New locally-made films now available at Four Star
Tonya
| 8/25/2007 11:38 am |
Screen Siren
It's Happiness: A Polka Documentary (2006, 80 minutes)
This 2007 Wisconsin Film Festival favorite was produced by Timm Gable, who works out of Milwaukee (and who also did production work on the shot-in-Madison Hollywood film The Last Kiss), and who, along with director Craig DiBiase, conceived the idea for a documentary about Wisconsin's polka culture while shooting a Pabst Blue Ribbon commercial in Milwaukee. This film ponders the appeal of Wisconsin's official state dance, and what drives its impassioned fans to go to such lengths as petitioning the state government to describe it as such. The charm of this film, besides the music and the scenes of jolly dancing revelers, lies in the real-life quirky characters of the polka scene. There's John Pinter, the absent-minded president of the Wisconsin Polka Boosters, who comes up with increasingly far-fetched schemes to build up the popularity of polka amongst a jaded younger generation, and the "rowdy bunch," a crew of octogenarians who frequent the state's polka festivals to get crazy on the dance floor and to take shots of Jagermeister out of their "shotski," a ski drilled with holes with the purpose of holding multiple shot glasses, enabling many a drunken elder to drink at the same time. This documentary is a lot of happy fun, and it lets us look deeper into a culture that most of us Madisonians only experience while drinking Spaten out of boots and dancing to the "Beer Barrel Polka" at the Essen Haus. We should all support the Polka Booster's quest to teach polka in Wisconsin elementary schools, if only to ensure that future generations won't, like us, have to endure a couple weeks of torturously lame square dancing during P.E.

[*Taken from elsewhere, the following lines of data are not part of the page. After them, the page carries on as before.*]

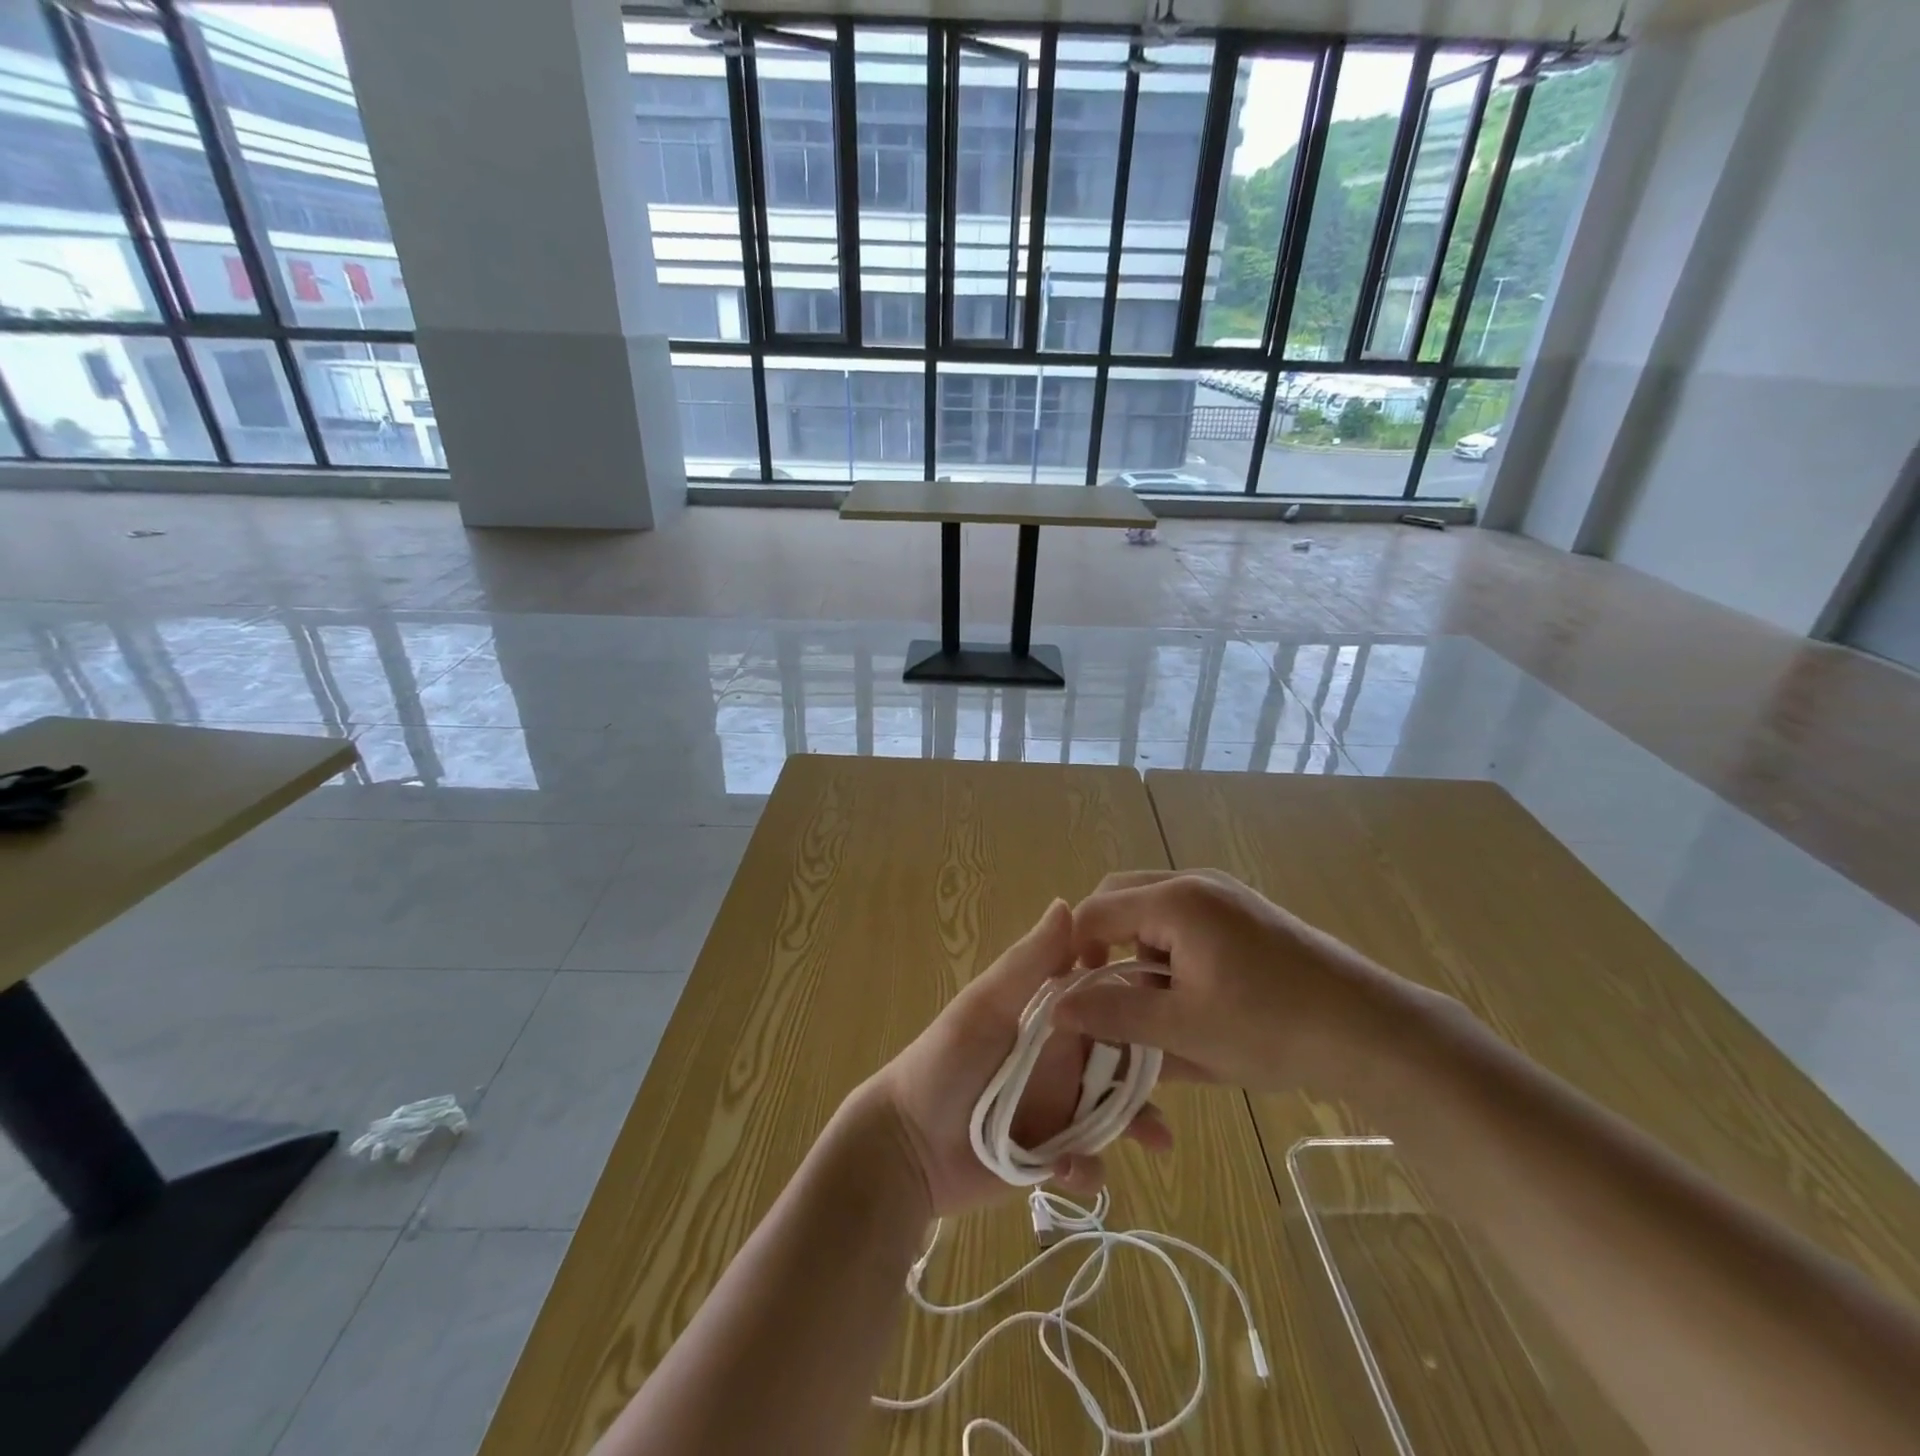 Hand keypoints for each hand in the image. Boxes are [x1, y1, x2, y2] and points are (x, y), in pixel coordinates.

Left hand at [860, 899, 1172, 1219]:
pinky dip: (1088, 1168)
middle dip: (1149, 1068)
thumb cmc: (944, 1063)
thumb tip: (1067, 904)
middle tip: (1185, 1074)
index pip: (1101, 997)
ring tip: (1155, 1137)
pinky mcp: (1052, 1156)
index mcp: (1047, 1017)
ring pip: (1115, 1111)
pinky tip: (1066, 1170)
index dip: (1133, 993)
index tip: (1169, 993)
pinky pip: (1088, 1162)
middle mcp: (1060, 1058)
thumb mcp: (984, 1007)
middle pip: (1120, 1057)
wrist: (906, 1147)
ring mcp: (1059, 1108)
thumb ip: (1028, 963)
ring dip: (1136, 1121)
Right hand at [1058, 870, 1428, 1099]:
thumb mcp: (1185, 1030)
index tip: (1077, 1000)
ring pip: (1154, 907)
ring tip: (1158, 1001)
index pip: (1094, 912)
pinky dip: (1171, 947)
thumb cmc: (1273, 1029)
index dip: (1074, 953)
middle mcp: (1196, 882)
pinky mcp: (1247, 910)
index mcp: (1175, 901)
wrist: (1375, 1032)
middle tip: (1109, 994)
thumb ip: (1114, 1014)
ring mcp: (1225, 892)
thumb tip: (1056, 1006)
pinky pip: (1186, 916)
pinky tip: (1195, 992)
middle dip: (1104, 943)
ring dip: (1139, 946)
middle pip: (1121, 897) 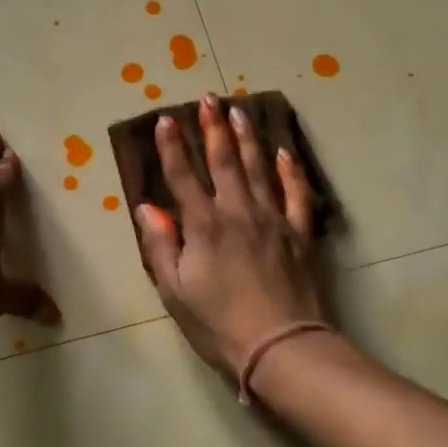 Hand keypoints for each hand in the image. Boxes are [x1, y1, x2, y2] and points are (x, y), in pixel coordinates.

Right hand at [137, 95, 327, 384]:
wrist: (282, 348)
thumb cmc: (219, 324)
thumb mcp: (175, 291)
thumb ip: (160, 246)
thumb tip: (146, 207)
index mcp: (203, 226)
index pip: (182, 177)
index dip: (172, 147)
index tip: (166, 118)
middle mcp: (238, 212)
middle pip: (224, 162)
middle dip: (213, 128)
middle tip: (208, 98)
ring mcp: (273, 220)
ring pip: (259, 168)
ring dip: (248, 137)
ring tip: (240, 109)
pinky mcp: (301, 234)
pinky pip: (297, 194)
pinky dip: (290, 171)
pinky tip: (284, 152)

Hummingbird (2006, 50 minutes)
This documentary, directed by UW-Milwaukee alumnus Holly Mosher, profiles two organizations in Recife, Brazil which seek to help street children and abused women by giving them a safe place to stay and education and support so that they can find some measure of safety and success in their lives. Recife, the city with Brazil's highest rate of unemployment, is shown by this documentary to be exploited by sex tourism and to have streets populated by strung-out youths who sniff glue in order to alleviate their hunger pains. In the face of this hopelessness, two organizations, the House of Passage and the Women's Life Collective, seek to help in what little way they can. Their meager resources are modest against such a large problem, and modest also are their successes: one success story is of Adriana, a former street kid who was forced into prostitution, and who now stays in a tiny but well-kept apartment and who works as a maid. Cecy Pestrello, founder of the women's Life Collective, addresses the perceived futility of her mission by telling a fable about a hummingbird who, during a fire in the jungle, takes a bit of water in its beak and puts it on the flames. "What are you doing to improve our planet," Pestrello asks, "to make it more dignified, more humane? That is my message." Inspiring but somewhat dull in parts and, at a mere 50 minutes, underdeveloped.

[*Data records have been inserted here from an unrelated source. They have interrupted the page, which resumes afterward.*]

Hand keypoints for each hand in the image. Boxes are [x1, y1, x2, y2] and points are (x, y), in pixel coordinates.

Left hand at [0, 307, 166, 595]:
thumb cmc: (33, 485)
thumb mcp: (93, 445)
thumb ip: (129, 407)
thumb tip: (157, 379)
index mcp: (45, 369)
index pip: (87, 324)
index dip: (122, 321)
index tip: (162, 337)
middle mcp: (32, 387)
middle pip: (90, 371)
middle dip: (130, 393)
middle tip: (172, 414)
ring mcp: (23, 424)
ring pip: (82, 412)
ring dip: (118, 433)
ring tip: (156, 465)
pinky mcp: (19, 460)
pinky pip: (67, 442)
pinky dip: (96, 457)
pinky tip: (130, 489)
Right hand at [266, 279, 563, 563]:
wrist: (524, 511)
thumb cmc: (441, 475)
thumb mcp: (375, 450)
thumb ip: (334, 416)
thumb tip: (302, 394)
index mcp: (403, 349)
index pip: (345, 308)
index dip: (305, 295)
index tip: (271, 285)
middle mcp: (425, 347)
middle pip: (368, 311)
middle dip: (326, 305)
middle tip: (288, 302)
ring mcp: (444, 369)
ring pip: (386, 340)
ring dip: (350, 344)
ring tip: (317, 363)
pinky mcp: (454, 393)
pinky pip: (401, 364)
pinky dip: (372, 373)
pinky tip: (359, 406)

Chad Vader: The Complete First Season (2006, 46 minutes)
This YouTube sensation, filmed by, produced by, and starring Madisonians Matt Sloan and Aaron Yonda, and filmed at the Willy Street Co-Op, is now on DVD. The epic tale of Chad Vader, the younger brother of Darth and the day shift manager of Empire Mart, follows Chad in his tribulations against Clint, the night shift manager, as Chad loses his coveted day shift position to Clint and regains it with the help of his coworkers. One of the few Star Wars parodies to get a stamp of approval from George Lucas himself, it combines the epic persona and machinations of Chad Vader with the tedious everyday and workplace politics. Even the grand and imposing Imperial March is full of baleful ennui. Rather than battling Jedi Knights with his lightsaber, Chad battles broom-wielding shoplifters. Chad becomes loveable by loving his normal, everyday job so completely: he is content to drink chocotinis at the local pub rather than at the cantina on Tatooine. Even Mayor Dave, in episode eight, supports him in his quest to regain supremacy at the Empire Mart. Enjoyable, especially for Star Wars fans who enjoy the cognitive dissonance of seeing their favorite villain exposed as such a charmer, but who needs a DVD when all eight episodes are up on Yonda and Sloan's Blame Society website at www.splu.net?